## Data
--------------------------------------------------

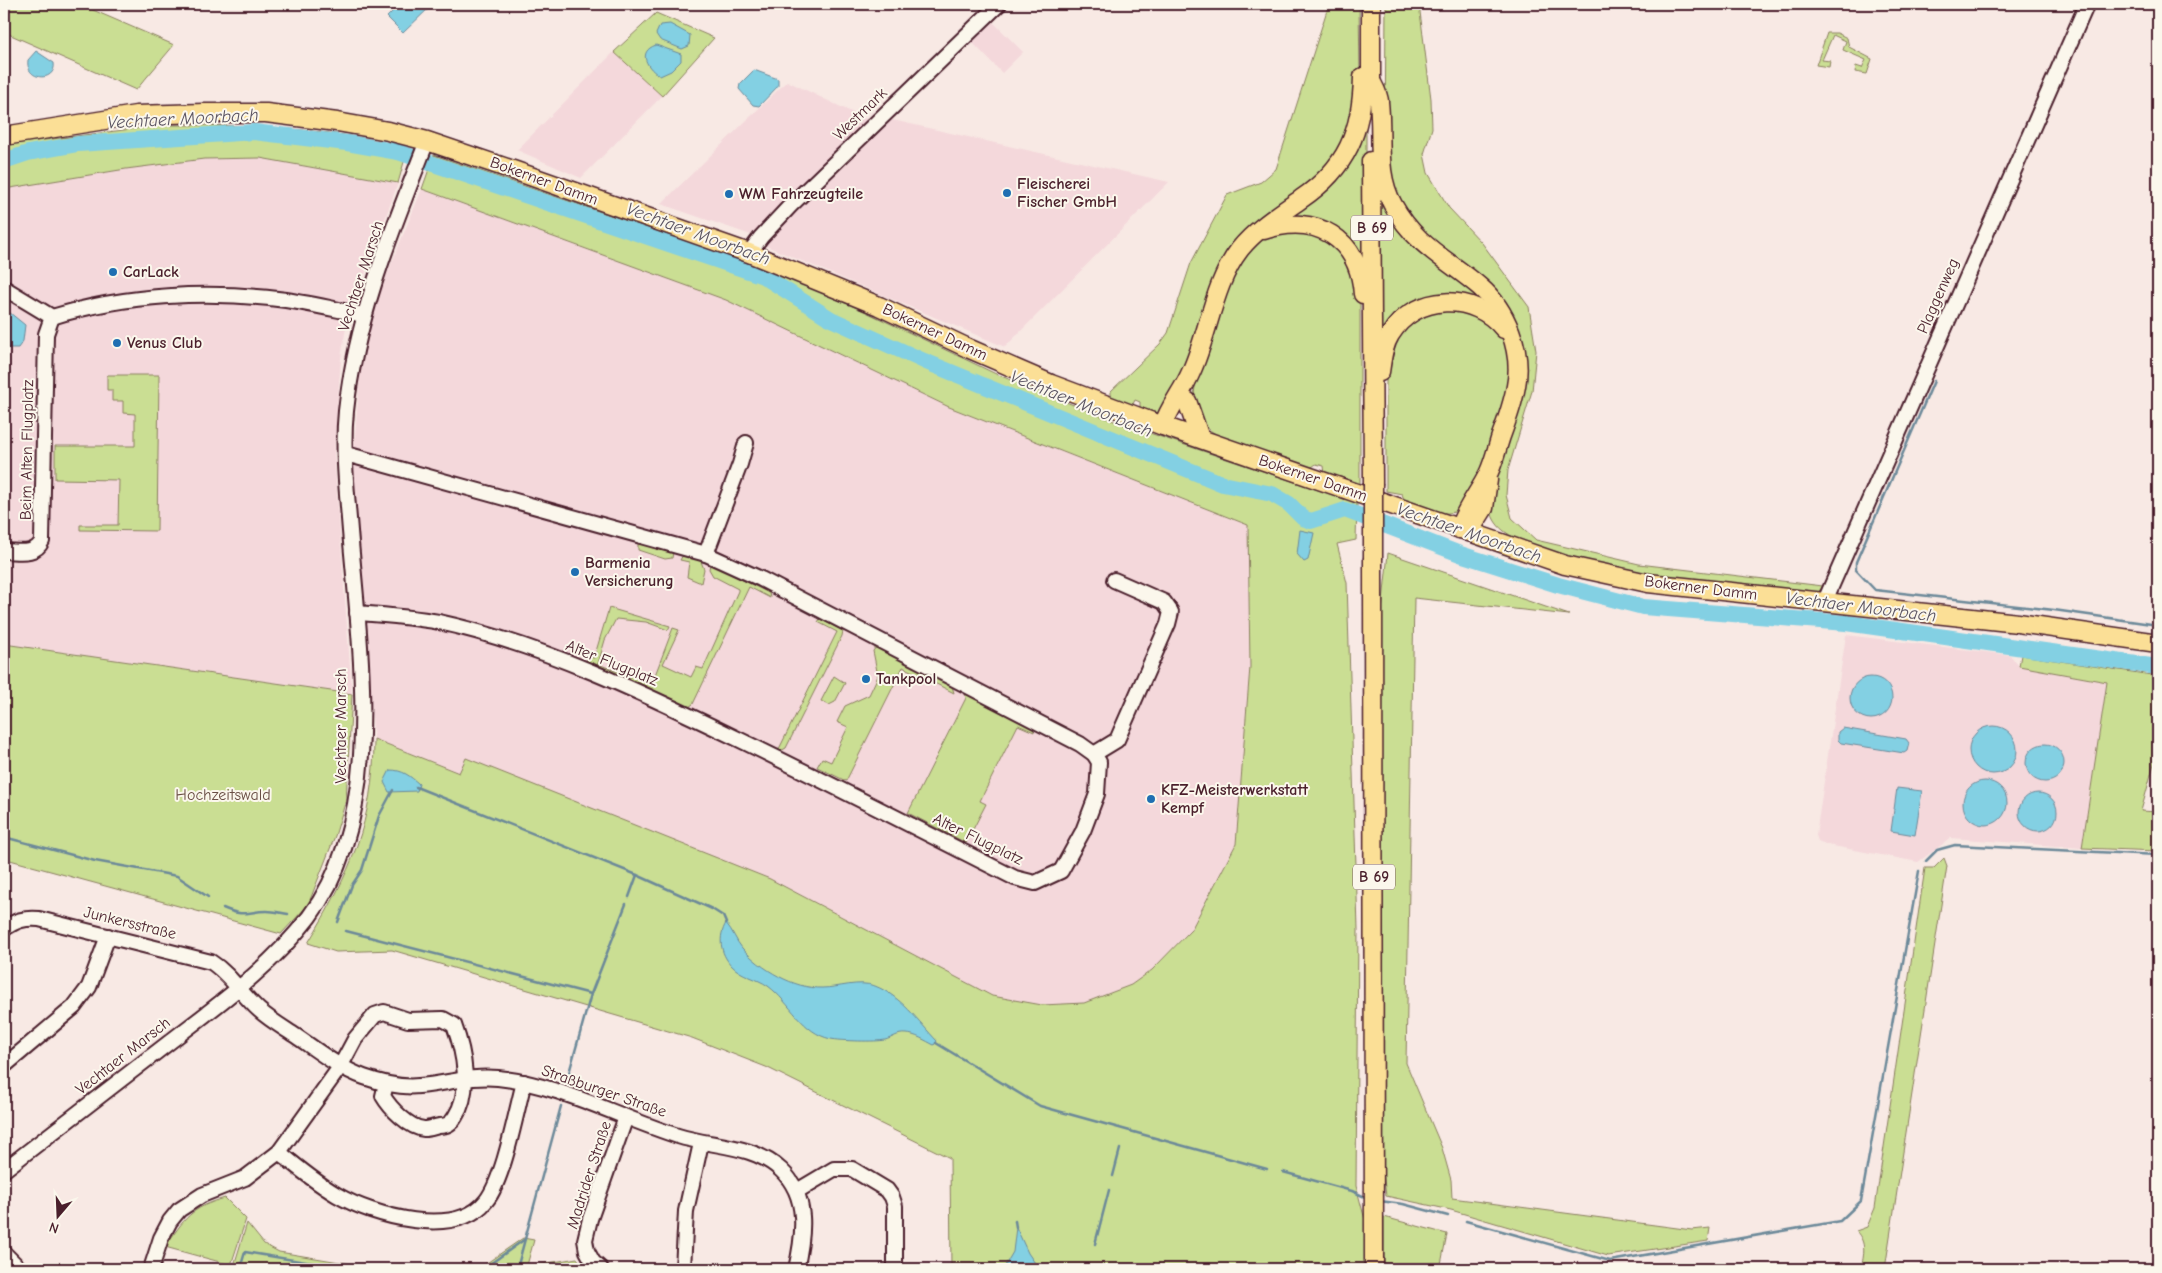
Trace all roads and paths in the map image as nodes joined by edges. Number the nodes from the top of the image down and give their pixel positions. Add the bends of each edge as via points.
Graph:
1 (999, 4) edge
2 (1371, 4) edge
3 (2087, 4) edge
4 (1371, 38) junction
5 (1371, 80) junction
6 (4, 136) edge
7 (424, 147) junction
8 (1259, 231) junction
9 (749, 253) junction
10 (4, 288) edge
11 (364, 315) junction
12 (52, 317) junction
13 (1513, 342) junction
14 (1191, 372) junction
15 (1372, 375) junction
16 (1187, 401) junction
17 (1168, 427) junction
18 (1373, 436) junction
19 (1200, 438) junction
20 (746, 443) dead end
21 (346, 454) junction
22 (1489, 472) junction
23 (1484, 508) junction
24 (1464, 531) junction
25 (1498, 542) junction
26 (4, 551) edge
27 (706, 554) junction
28 (1114, 580) dead end
29 (1824, 603) junction
30 (357, 613) junction
31 (2158, 643) edge
32 (1094, 754) junction
33 (4, 929) edge
34 (108, 936) junction
35 (238, 989) junction
36 (7, 1058) edge
37 (340, 1067) junction
38 (465, 1079) junction
39 (524, 1082) junction
40 (386, 1084) junction
41 (626, 1117) junction
42 (701, 1143) junction
43 (279, 1152) junction
44 (4, 1170) edge
45 (797, 1191) junction
46 (4, 1253) edge
47 (20, 1269) edge
48 (151, 1269) edge
49 (601, 1269) edge
50 (683, 1269) edge
51 (796, 1269) edge
52 (895, 1269) edge
53 (1374, 1269) edge

1 - 9 street, Westmark via 790,206 760,236
2 - 4 main road, B 69
3 - 29 street, Plaggenweg
4 - 5 main road, B 69
4 - 8 main road via 1364,55 1360,119 1347,152 1322,184
5 - 13 main road via 1380,100 1381,164 1392,204 1402,221 1427,249 1473,281 1496,303 1504,315
5 - 15 main road, B 69
6 - 7 main road, Bokerner Damm via 136,115 266,114 337,122
7 - 9 main road, Bokerner Damm
7 - 11 street, Vechtaer Marsch
8 - 14 main road via 1231,263
8 - 15 main road via 1290,224 1312,226 1330,233 1348,249 1360,272 1365,353
9 - 17 main road, Bokerner Damm via 879,306 1042,380
10 - 12 street
11 - 12 street via 286,300 176,295
11 - 21 street, Vechtaer Marsch via 346,414
12 - 26 street, Beim Alten Flugplatz via 46,334 42,541 30,552
13 - 18 main road via 1489,313 1469,304 1452,301 1416,309 1401,320 1383,352 1379,413
13 - 22 main road via 1516,384
14 - 16 main road
14 - 17 main road
15 - 18 main road, B 69
16 - 17 main road via 1182,415
16 - 19 main road
17 - 19 main road, Bokerner Damm
18 - 53 main road, B 69, bridge
19 - 24 main road, Bokerner Damm
20 - 27 street
21 - 27 street
21 - 30 street, Vechtaer Marsch
22 - 23 main road
22 - 24 main road
23 - 24 main road
23 - 25 main road
24 - 25 main road, Bokerner Damm
25 - 29 main road, Bokerner Damm via 1565,565 1648,583
27 - 32 street via 761,579
28 - 32 street via 1164,602 1171,612 1117,740
29 - 31 main road, Bokerner Damm via 2018,623
30 - 32 street, Alter Flugplatz via 448,624 496,637 578,668 659,701 779,758 1014,878 1035,883 1062,871 1083,831 1097,794 1099,762
30 - 35 street, Vechtaer Marsch via 362,724 358,792 349,835 336,870 311,915 280,953
33 - 34 street, Junkersstraße via 16,920 26,918
34 - 35 street, Junkersstraße via 211,962
34 - 36 street via 89,987 74,1007
35 - 37 street, Straßburger Straße via 260,1011
35 - 44 street, Vechtaer Marsch
37 - 38 street via 355,1039 375,1015 384,1012 408,1020 443,1019 454,1025 461,1043
37 - 40 street, Straßburger Straße
37 - 43 street
38 - 39 street, Straßburger Straße via 496,1078
38 - 40 street, Straßburger Straße via 418,1087
38 - 40 street via 455,1118 447,1125 422,1129 389,1106 383,1096
39 - 41 street, Straßburger Straße via 570,1095
39 - 43 street via 496,1187 486,1202 455,1220 406,1218 359,1205 308,1176
41 - 42 street, Straßburger Straße
41 - 49 street, Madrider Straße via 585,1240 593,1262
42 - 45 street, Straßburger Straße via 762,1156 781,1170
42 - 50 street via 686,1211
43 - 48 street via 245,1178 202,1195 179,1210 161,1238
45 - 51 street, Straßburger Straße via 803,1223
45 - 52 street via 841,1167 852,1169 887,1190 895,1206
46 - 47 street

--------------------------------------------------

## Exercise requirements
Pictures stay out; everything else in the entries is copied exactly.

## Solution for this problem
Trace all roads and paths in the map image as nodes joined by edges. Number the nodes from the top of the image down and give their pixel positions. Add the bends of each edge as via points.
Graph:
1 (999, 4) edge
2 (1371, 4) edge
3 (2087, 4) edge
4 (1371, 38) junction
5 (1371, 80) junction
6 (4, 136) edge
7 (424, 147) junction
8 (1259, 231) junction
9 (749, 253) junction
10 (4, 288) edge
11 (364, 315) junction
12 (52, 317) junction
13 (1513, 342) junction
14 (1191, 372) junction
15 (1372, 375) junction
16 (1187, 401) junction
17 (1168, 427) junction
18 (1373, 436) junction
19 (1200, 438) junction
20 (746, 443) dead end
21 (346, 454) junction
22 (1489, 472) junction
23 (1484, 508) junction
24 (1464, 531) junction
25 (1498, 542) junction
26 (4, 551) edge
27 (706, 554) junction
28 (1114, 580) dead end
29 (1824, 603) junction
30 (357, 613) junction
31 (2158, 643) edge
32 (1094, 754) junction
33 (4, 929) edge
34 (108, 936) junction
35 (238, 989) junction
36 (7, 1058) edge
37 (340, 1067) junction
38 (465, 1079) junction
39 (524, 1082) junction
40 (386, 1084) junction
41 (626, 1117) junction
42 (701, 1143) junction
43 (279, 1152) junction
44 (4, 1170) edge
45 (797, 1191) junction
46 (4, 1253) edge
47 (20, 1269) edge
48 (151, 1269) edge
49 (601, 1269) edge
50 (683, 1269) edge
51 (796, 1269) edge
52 (895, 1269) edge
53 (1374, 1269) edge

1 - 9 street, Westmark via 790,206 760,236
2 - 4 main road, B 69
3 - 29 street, Plaggenweg
4 - 5 main road, B 69
4 - 8 main road via 1364,55 1360,119 1347,152 1322,184
5 - 13 main road via 1380,100 1381,164 1392,204 1402,221 1427,249 1473,281 1496,303 1504,315
5 - 15 main road, B 69
6 - 7 main road, Bokerner Damm via 136,115 266,114 337,122
7 - 9 main road, Bokerner Damm
7 - 11 street, Vechtaer Marsch
8 - 14 main road via 1231,263
8 - 15 main road via 1290,224 1312,226 1330,233 1348,249 1360,272 1365,353
9 - 17 main road, Bokerner Damm via 879,306 1042,380
10 - 12 street
11 - 12 street via 286,300 176,295
11 - 21 street, Vechtaer Marsch via 346,414
12 - 26 street, Beim Alten Flugplatz via 46,334 42,541 30,552
13 - 18 main road via 1489,313 1469,304 1452,301 1416,309 1401,320 1383,352 1379,413
13 - 22 main road via 1516,384
14 - 16 main road
14 - 17 main road
15 - 18 main road, B 69
16 - 17 main road via 1182,415
16 - 19 main road
17 - 19 main road, Bokerner Damm
18 - 53 main road, B 69, bridge
19 - 24 main road, Bokerner Damm
20 - 27 street
21 - 27 street
21 - 30 street, Vechtaer Marsch
22 - 23 main road
22 - 24 main road
23 - 24 main road
23 - 25 main road
24 - 25 main road, Bokerner Damm
25 - 29 main road, Bokerner Damm via 1565,565 1648,583
27 - 32 street via 761,579
28 - 32 street via 1164,602 1171,612 1117,740
29 - 31 main road, Bokerner Damm via 2018,623
30 - 32 street, Alter Flugplatz via 448,624 496,637 578,668 659,701 779,758 1014,878 1035,883 1062,871 1083,831 1097,794 1099,762
30 - 35 street, Vechtaer Marsch via 362,724 358,792 349,835 336,870 311,915 280,953
33 - 34 street, Junkersstraße via 16,920 26,918
34 - 35 street, Junkersstraße via 211,962
34 - 36 street via 89,987 74,1007
35 - 37 street, Straßburger Straße via 260,1011
35 - 44 street, Vechtaer Marsch
37 - 38 street via 355,1039 375,1015 384,1012 408,1020 443,1019 454,1025 461,1043
37 - 40 street, Straßburger Straße
37 - 43 street
38 - 39 street, Straßburger Straße via 496,1078
38 - 40 street, Straßburger Straße via 418,1087
38 - 40 street via 455,1118 447,1125 422,1129 389,1106 383,1096
39 - 41 street, Straßburger Straße via 570,1095
39 - 43 street via 496,1187 486,1202 455,1220 406,1218 359,1205 308,1176
41 - 42 street, Straßburger Straße
41 - 49 street, Madrider Straße via 585,1240 593,1262
42 - 45 street, Straßburger Straße via 762,1156 781,1170
42 - 50 street via 686,1211
43 - 48 street via 245,1178 202,1195 179,1210 161,1238
45 - 51 street, Straßburger Straße via 803,1223
45 - 52 street via 841,1167 852,1169 887,1190 895,1206
46 - 47 street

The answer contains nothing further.